Séance en partenariat avec le Musée des vallées cévenoles Maison Rouge
18h30 : visite gratuite du musée sur réservation (maisonrouge@alesagglo.fr)
19h30 : séance
Dans un contexte de crise climatique, d’attaques croissantes des droits des travailleurs et du durcissement de la société de surveillance, la perspective du « retour à la terre » gagne en popularité. Si les justifications écologiques de ce phénomène social ont fait couler beaucoup d’encre, celles liées à la réappropriation d’un « temps choisi » sont en revanche moins étudiées. À travers une recherche anthropologique portant sur les rapports au temps, cet ouvrage propose une porte d’entrée originale sur les enjeux idéologiques et politiques des collectifs agricoles du sud-est du Massif central français.
Sur la base d’un terrain d’observation participante, l’autrice développe une analyse temporelle de la critique sociale qui anime ces collectifs néo-paysans, mais également les modalités de l’organisation du travail, la mise en concurrence de la cyclicité agricole avec les aspirations à un travail libéré, ainsi que les tensions et les contraintes liées à la professionnalisation et aux trajectoires de vie.

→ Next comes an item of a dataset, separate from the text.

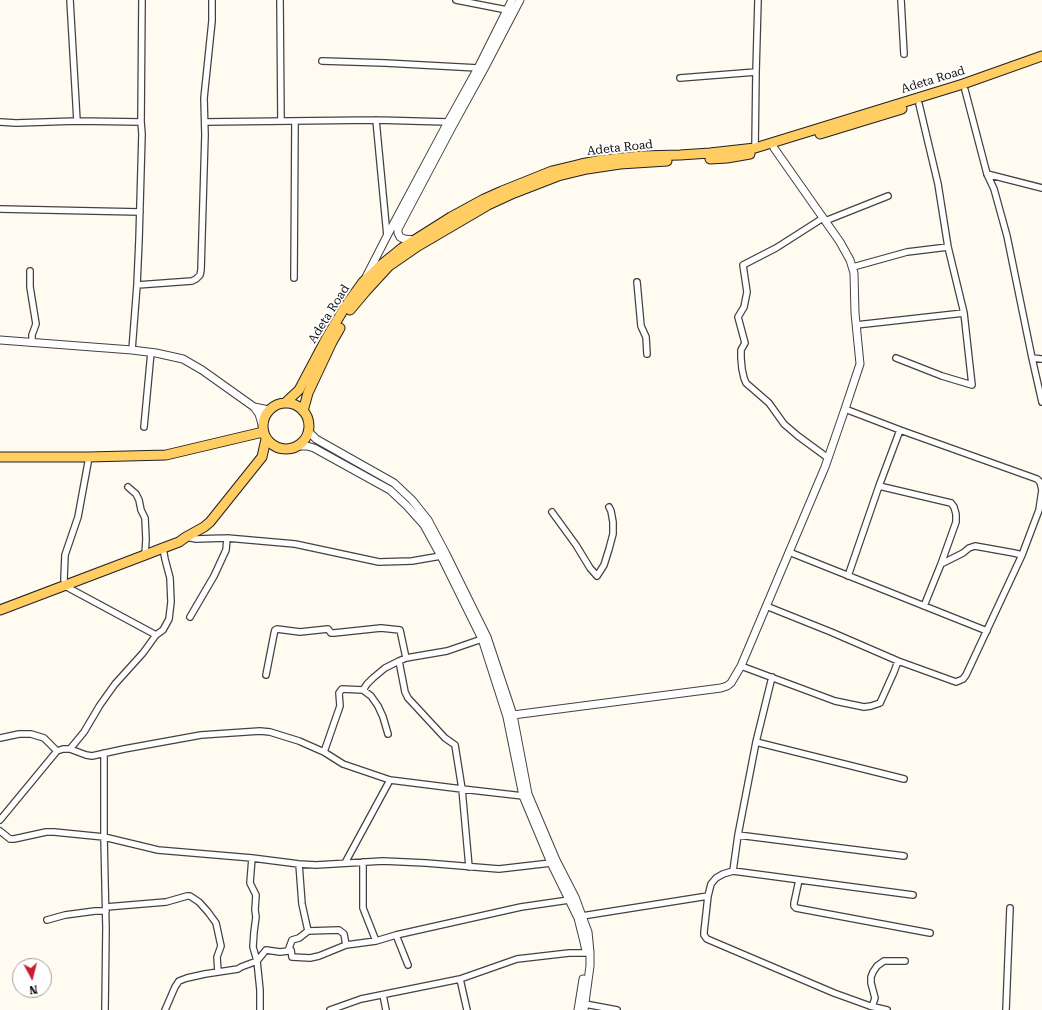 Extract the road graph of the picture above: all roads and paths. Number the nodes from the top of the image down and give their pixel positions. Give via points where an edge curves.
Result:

Cette approche apporte un éclairage empirique nécessaire aux travaux socio-anthropologiques qui prônent l’existence des temporalités multiples et porte un regard nuancé sur le phénomène néo-paysan, embrassant le principe selon lequel les sociétés humaines s’accomplissent de façon dynamique et que leurs objectifs sont sans cesse négociés, divers et pluriels.
Madeleine Sallustio est diplômée en sociologie et cinéma documentaire. Elle a réalisé son doctorat au LAMC entre 2014 et 2019. Ses travaux portent sur l’étude des temporalités qui entourent le phénomène de « retour à la terre » en Europe. Elle déploie dans ce cadre une anthropologie politique attentive aux rapports de forces qui traversent les mouvements sociaux et les imaginaires d’avenir. Son livre, À la recherche de l’écologie temporelle, a été lauréat du Prix du livre d’écologie politique en 2023.